Today, the majority of our business is subscription across a range of categories, offering a much more radical way for consumers to change their consumption patterns. Considering Amazon’s start with books also makes sense – a category that consumers were open minded to buying online given the content of the item and physical quality was predictably evolved into “the everything store.”

Innovating for the Fortune One Retailer

Starting Jetblack, Walmart’s text-based commerce platform, entailed training consumers on new behaviors that hadn’t been realized and required bigger bridges. The initial mandate of building conversational commerce for Walmart meant voice commerce to most people in the age of Alexa and Google Home, which at the time had recently emerged. 

Yet, the broader technology, and hence the timing, was imperfect for a voice shopping experience because it wasn’t yet possible to improve its efficiencies.  As a result, Alexa was rarely used for shopping and, instead, used for setting timers, playing music, and simple un-layered commands. That is still very much the case today. Text message served as the perfect intermediary bridge – a more forgiving and familiar platform to start the evolution of consumer behavior into this dramatically new space. 

The bridges of stores to mobile devices made shopping from your phone very normal.  Dig a layer deeper and many consumers were already texting friends for advice, people at stores to track down their item of choice, and category experts to get to their best fit product. 

It was a forgiving platform that didn’t require immediate response the way that voice does, and yet enabled consumers to efficiently put in a request when it was convenient for them, with their ‘personal text shopper’ responding a few minutes later – typical text behavior. 

WEB3 BRIDGES

Web3  is a huge step forward and, while some consumers have rapidly adjusted, there are many bridges to be built in the space. The initial in-road was our mobile devices blurring the line between physical and digital in the palm of our hands.  

Mobile web, apps, social media, Facetime, and Zoom all began blurring the lines and were bridges for web3.  The increased adoption and mainstream nature of gaming has served as another huge bridge for the metaverse, especially as it enables more supernatural elements. Digital art has built new bridges and fashion offers huge bridge building opportunities for Web3.  

Fashion can usher in a broad range of consumers to web3 given the mass accessibility and interest in this category as well as the deep connection of social media that has already blurred the line between wearing something physically and digitally. Companies like DressX enable you to play around with the technology in AR/VR gaming type formats or to pay up for a more fitted / realistic social media version of an outfit.  

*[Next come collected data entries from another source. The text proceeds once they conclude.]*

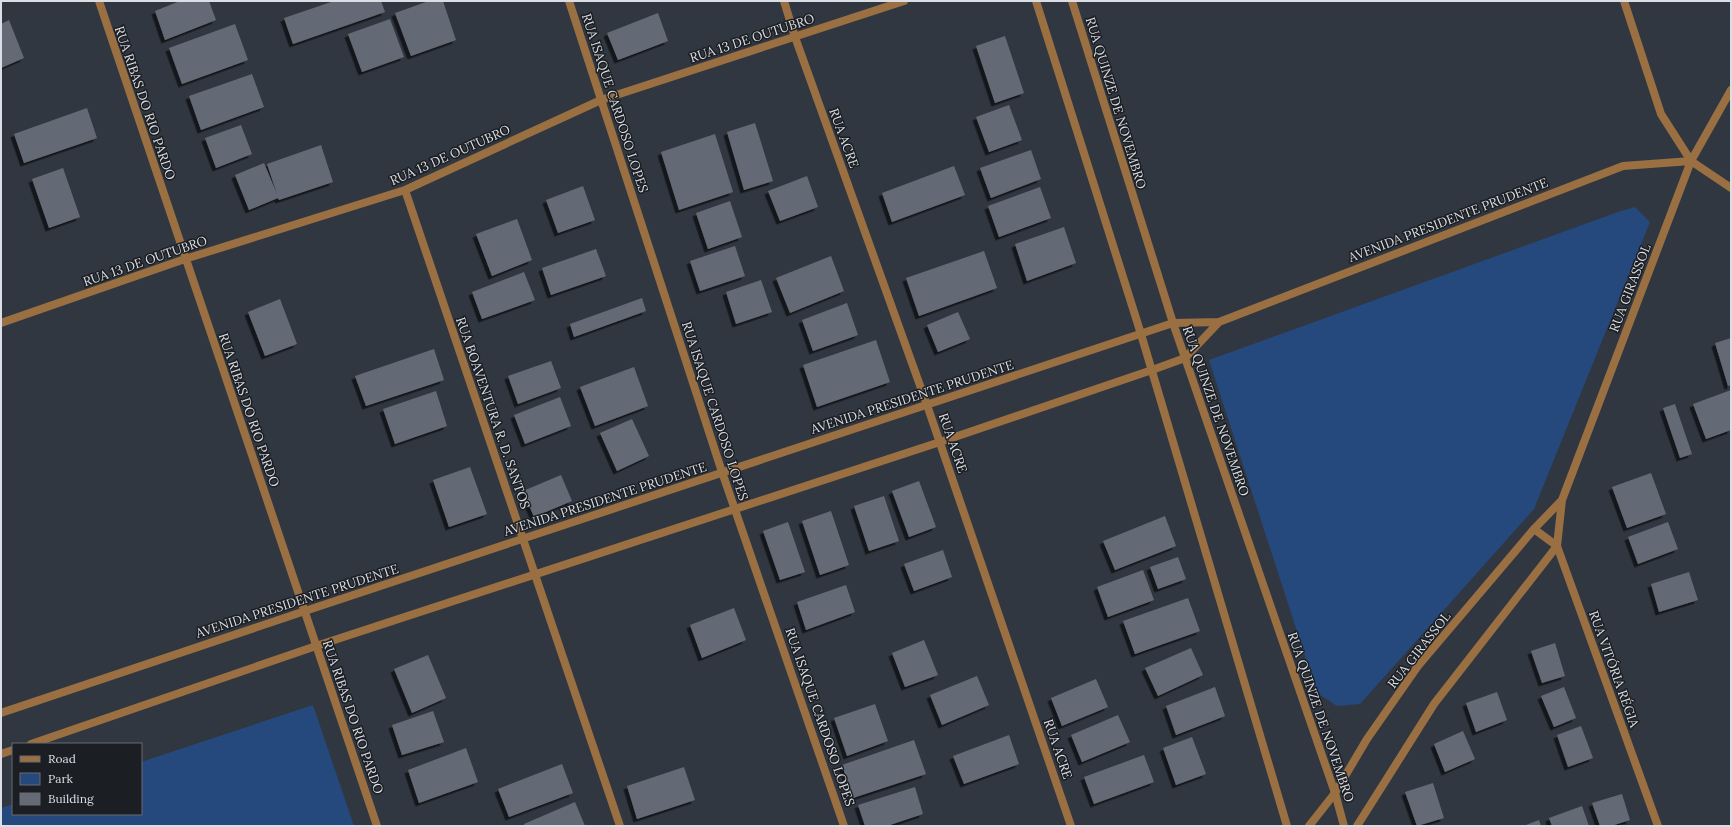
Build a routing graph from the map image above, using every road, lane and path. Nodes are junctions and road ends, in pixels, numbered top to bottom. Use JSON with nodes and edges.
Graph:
{"nodes":[{"id":1,"x":98,"y":1,"type":"edge"},
{"id":2,"x":569,"y":1,"type":"edge"},
{"id":3,"x":784,"y":1,"type":"edge"},
{"id":4,"x":904,"y":1,"type":"edge"},
{"id":5,"x":1036,"y":1,"type":"edge"},
{"id":6,"x":1072,"y":1,"type":"edge"},
{"id":7,"x":1624,"y":1,"type":"edge"},
{"id":8,"x":795,"y":37,"type":"junction"},
{"id":9,"x":1731,"y":90,"type":"edge"},
{"id":10,"x":601,"y":100,"type":"junction"},
{"id":11,"x":1691,"y":161,"type":"junction"},
{"id":12,"x":1731,"y":188,"type":"edge"},
{"id":13,"x":405,"y":190,"type":"junction"},
{"id":14,"x":185,"y":259,"type":"junction"},
{"id":15,"x":1219,"y":322,"type":"junction"},
{"id":16,"x":1,"y":323,"type":"edge"},
{"id":17,"x":1173,"y":323,"type":"junction"},
{"id":18,"x":1141,"y":334,"type":"junction"},
{"id":19,"x":1185,"y":358,"type":"junction"},
{"id":20,"x":1152,"y":370,"type":"junction"},
{"id":21,"x":927,"y":405,"type":"junction"},
{"id":22,"x":940,"y":442,"type":"junction"},
{"id":23,"x":722,"y":472,"type":"junction"},
{"id":24,"x":1562,"y":500,"type":"junction"},
{"id":25,"x":735,"y":508,"type":"junction"},
{"id":26,"x":1534,"y":529,"type":"junction"},
{"id":27,"x":522,"y":539,"type":"junction"},
{"id":28,"x":1557,"y":546,"type":"junction"},
{"id":29,"x":535,"y":574,"type":"junction"},
{"id":30,"x":305,"y":611,"type":"junction"},
{"id":31,"x":316,"y":646,"type":"junction"},
{"id":32,"x":1,"y":713,"type":"edge"},
{"id":33,"x":34,"y":743,"type":"edge"},
{"id":34,"x":12,"y":750,"type":"edge"},
{"id":35,"x":1,"y":754,"type":"edge"},
{"id":36,"x":1335,"y":793,"type":"junction"},
{"id":37,"x":377,"y":826,"type":"edge"},
{"id":38,"x":620,"y":826,"type":"edge"},
{"id":39,"x":844,"y":826,"type":"edge"},
{"id":40,"x":1071,"y":826,"type":"edge"},
{"id":41,"x":1287,"y":826,"type":"edge"},
{"id":42,"x":1309,"y":826,"type":"edge"},
{"id":43,"x":1344,"y":826,"type":"edge"},
{"id":44,"x":1357,"y":826,"type":"edge"},
{"id":45,"x":1658,"y":826,"type":"edge"}],
"edges":[{"from":1,"to":14,"type":"street","name":"RUA RIBAS DO RIO PARDO"},
{"from":2,"to":10,"type":"street","name":"RUA ISAQUE CARDOSO LOPES"},
{"from":3,"to":8,"type":"street","name":"RUA ACRE"},
{"from":4,"to":8,"type":"street","name":"RUA 13 DE OUTUBRO"},
{"from":5,"to":18,"type":"street"},
{"from":6,"to":17,"type":"street","name":"RUA QUINZE DE NOVEMBRO"},
{"from":7,"to":11,"type":"street"},
{"from":8,"to":10,"type":"street","name":"RUA 13 DE OUTUBRO"},
{"from":8,"to":21,"type":"street","name":"RUA ACRE"},
{"from":9,"to":11,"type":"street","name":"RUA GIRASSOL"},
{"from":10,"to":13,"type":"street","name":"RUA 13 DE OUTUBRO"},
{"from":10,"to":23,"type":"street","name":"RUA ISAQUE CARDOSO LOPES"},
{"from":11,"to":12,"type":"street"},
{"from":11,"to":15,"type":"street","name":"AVENIDA PRESIDENTE PRUDENTE"},
{"from":11,"to":24,"type":"street","name":"RUA GIRASSOL"},
{"from":13,"to":14,"type":"street","name":"RUA 13 DE OUTUBRO"},
{"from":13,"to":27,"type":"street","name":"RUA BOAVENTURA R. D. SANTOS"},
{"from":14,"to":16,"type":"street","name":"RUA 13 DE OUTUBRO"},
{"from":14,"to":30,"type":"street","name":"RUA RIBAS DO RIO PARDO"},
{"from":15,"to":17,"type":"street","name":"AVENIDA PRESIDENTE PRUDENTE"},
{"from":15,"to":19,"type":"street","name":"AVENIDA PRESIDENTE PRUDENTE"},
{"from":17,"to":18,"type":"street","name":"AVENIDA PRESIDENTE PRUDENTE"},
{"from":17,"to":19,"type":"street","name":"RUA QUINZE DE NOVEMBRO"},
{"from":18,"to":20,"type":"street"},
{"from":18,"to":21,"type":"street","name":"AVENIDA PRESIDENTE PRUDENTE"},
{"from":19,"to":20,"type":"street","name":"AVENIDA PRESIDENTE PRUDENTE"},
{"from":19,"to":36,"type":"street","name":"RUA QUINZE DE NOVEMBRO"},
{"from":20,"to":22,"type":"street","name":"AVENIDA PRESIDENTE PRUDENTE"},
{"from":20,"to":41,"type":"street"},
{"from":21,"to":22,"type":"street","name":"RUA ACRE"},
{"from":21,"to":23,"type":"street","name":"AVENIDA PRESIDENTE PRUDENTE"},
{"from":22,"to":25,"type":"street","name":"AVENIDA PRESIDENTE PRUDENTE"},
{"from":22,"to":40,"type":"street","name":"RUA ACRE"},
{"from":23,"to":25,"type":"street","name":"RUA ISAQUE CARDOSO LOPES"},
{"from":23,"to":27,"type":"street","name":"AVENIDA PRESIDENTE PRUDENTE"},
{"from":24,"to":26,"type":"street","name":"RUA GIRASSOL"},
{"from":24,"to":28,"type":"street","name":"RUA GIRASSOL"},
{"from":25,"to":29,"type":"street","name":"AVENIDA PRESIDENTE PRUDENTE"},
{"from":25,"to":39,"type":"street","name":"RUA ISAQUE CARDOSO LOPES"},
{"from":26,"to":28,"type":"street"},
{"from":26,"to":36,"type":"street","name":"RUA GIRASSOL"},
{"from":27,"to":29,"type":"street","name":"RUA BOAVENTURA R. D. SANTOS"},
{"from":27,"to":30,"type":"street","name":"AVENIDA PRESIDENTE PRUDENTE"},
{"from":28,"to":44,"type":"street"},
{"from":28,"to":45,"type":"street","name":"RUA VITÓRIA RÉGIA"},
{"from":29,"to":31,"type":"street","name":"AVENIDA PRESIDENTE PRUDENTE"},
{"from":29,"to":38,"type":"street","name":"RUA BOAVENTURA R. D. SANTOS"},
{"from":30,"to":31,"type":"street","name":"RUA RIBAS DO RIO PARDO"},
{"from":30,"to":32,"type":"street","name":"AVENIDA PRESIDENTE PRUDENTE"},
{"from":31,"to":33,"type":"street","name":"AVENIDA PRESIDENTE PRUDENTE"},
{"from":31,"to":37,"type":"street","name":"RUA RIBAS DO RIO PARDO"},
{"from":34,"to":35,"type":"street"},
{"from":36,"to":42,"type":"street","name":"RUA GIRASSOL"},
{"from":36,"to":43,"type":"street","name":"RUA QUINZE DE NOVEMBRO"}]}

You can transact on this platform with traditional currency, verses crypto, which eases the transition of the many technical elements that are currently blockers for some consumers’ Web3 interactions. With the ability to use these digital fashion assets on Zoom calls and Facetimes in a way that truly looks authentic, we are broadening the applicability of virtual work use cases and ushering more people into the metaverse.

The Take-Away

Stay focused on the end goal – the problem you are trying to solve, or the area you are trying to innovate on. Take the disruptive leap forward and ground it in the reality of the broader ecosystem to bring the consumer along in the journey of innovation.  

Continue to iterate by learning from your consumer as you watch them leverage the new concepts you introduce.  Whether the end goal is a more efficient shopping experience, a less expensive option, or a better experience, constantly compare your offering to a customer’s best alternative – you must not only innovate, but you must be better than what exists.